Renal bone disease or renal osteodystrophy is the term used to describe the spectrum of histologic abnormalities encountered in patients with chronic kidney disease (CKD). The patterns of bone histology encountered in the setting of CKD range from states of high bone turnover, such as osteitis fibrosa, the result of hyperparathyroidism, to states of abnormally low bone turnover, such as adynamic bone.1 The major factors involved in the pathogenesis of secondary hyperparathyroidism include phosphate retention as glomerular filtration rate decreases and low levels of calcitriol as renal mass is reduced. Both of these factors may lower serum calcium and therefore stimulate parathyroid hormone (PTH) secretion.
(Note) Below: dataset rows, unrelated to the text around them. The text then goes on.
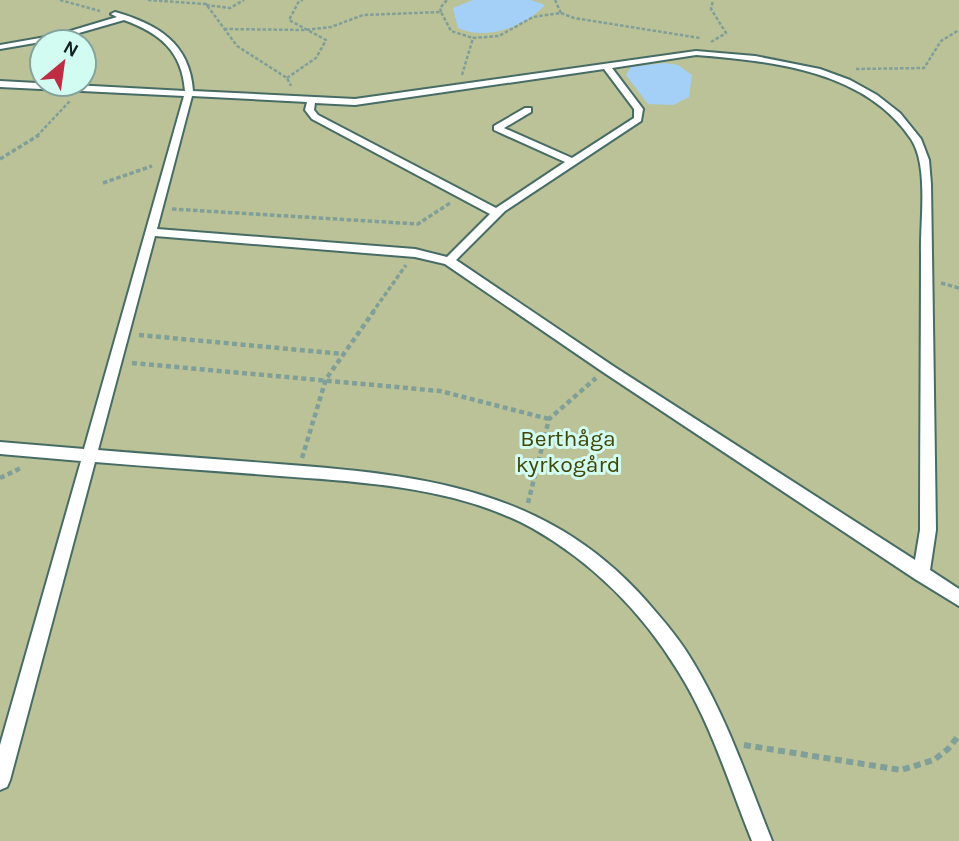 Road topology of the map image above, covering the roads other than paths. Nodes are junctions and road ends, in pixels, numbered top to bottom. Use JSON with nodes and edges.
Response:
{"nodes":[{"id":1,"x":0,"y":47,"type":"edge"},
{"id":2,"x":606,"y":66,"type":"junction"},
{"id":3,"x":0,"y":84,"type":"edge"},
{"id":4,"x":189,"y":93,"type":"junction"},
{"id":5,"x":312,"y":99,"type":"junction"},
{"id":6,"x":528,"y":110,"type":"dead end"},
{"id":7,"x":573,"y":162,"type":"junction"},
{"id":8,"x":497,"y":213,"type":"junction"},
{"id":9,"x":152,"y":232,"type":"junction"},
{"id":10,"x":449,"y":261,"type":"junction"},
{"id":11,"x":0,"y":448,"type":"edge"},
{"id":12,"x":90,"y":456,"type":"junction"},
{"id":13,"x":922,"y":574,"type":"junction"},
{"id":14,"x":959,"y":598,"type":"edge"},
{"id":15,"x":0,"y":780,"type":"edge"},
{"id":16,"x":762,"y":841,"type":"edge"}],
"edges":[{"from":1,"to":4,"type":"lane"},
{"from":2,"to":5,"type":"lane"},
{"from":2,"to":7,"type":"lane"},
{"from":2,"to":13,"type":"lane"},
{"from":3,"to":4,"type":"lane"},
{"from":4,"to":5,"type":"lane"},
{"from":4,"to":9,"type":"lane"},
{"from":5,"to":8,"type":"lane"},
{"from":6,"to":7,"type":"lane"},
{"from":7,"to":8,"type":"lane"},
{"from":8,"to":10,"type":"lane"},
{"from":9,"to":10,"type":"lane"},
{"from":9,"to":12,"type":"lane"},
{"from":10,"to":13,"type":"lane"},
{"from":11,"to":12,"type":"lane"},
{"from":12,"to":15,"type":"lane"},
{"from":12,"to":16,"type":"lane"},
{"from":13,"to":14,"type":"lane"}]}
In addition to these indirect effects, low levels of calcitriol and high serum phosphorus have been shown to have direct effects on the parathyroid gland to increase PTH secretion. The pathogenetic factors involved in the development of adynamic bone disease are less well understood, but it appears that oversuppression of PTH and the use of vitamin D compounds may play a role. Thus, in the management of renal osteodystrophy, it is important to be able to monitor and treat hyperparathyroidism effectively while at the same time avoiding oversuppression of PTH. In this regard, accurate measurements of circulating PTH levels are an essential guide in the management of renal bone disease. It is well accepted that PTH is present in the circulation in the form of both the intact 84-amino acid peptide and a variety of truncated fragments.2–4 Although the role of the intact PTH molecule as a major regulator of mineral ion homeostasis is well established, the actions of PTH fragments have remained poorly understood. In this review, we discuss the generation of PTH metabolites and the evidence supporting their biologic activity and their potential role in renal bone disease.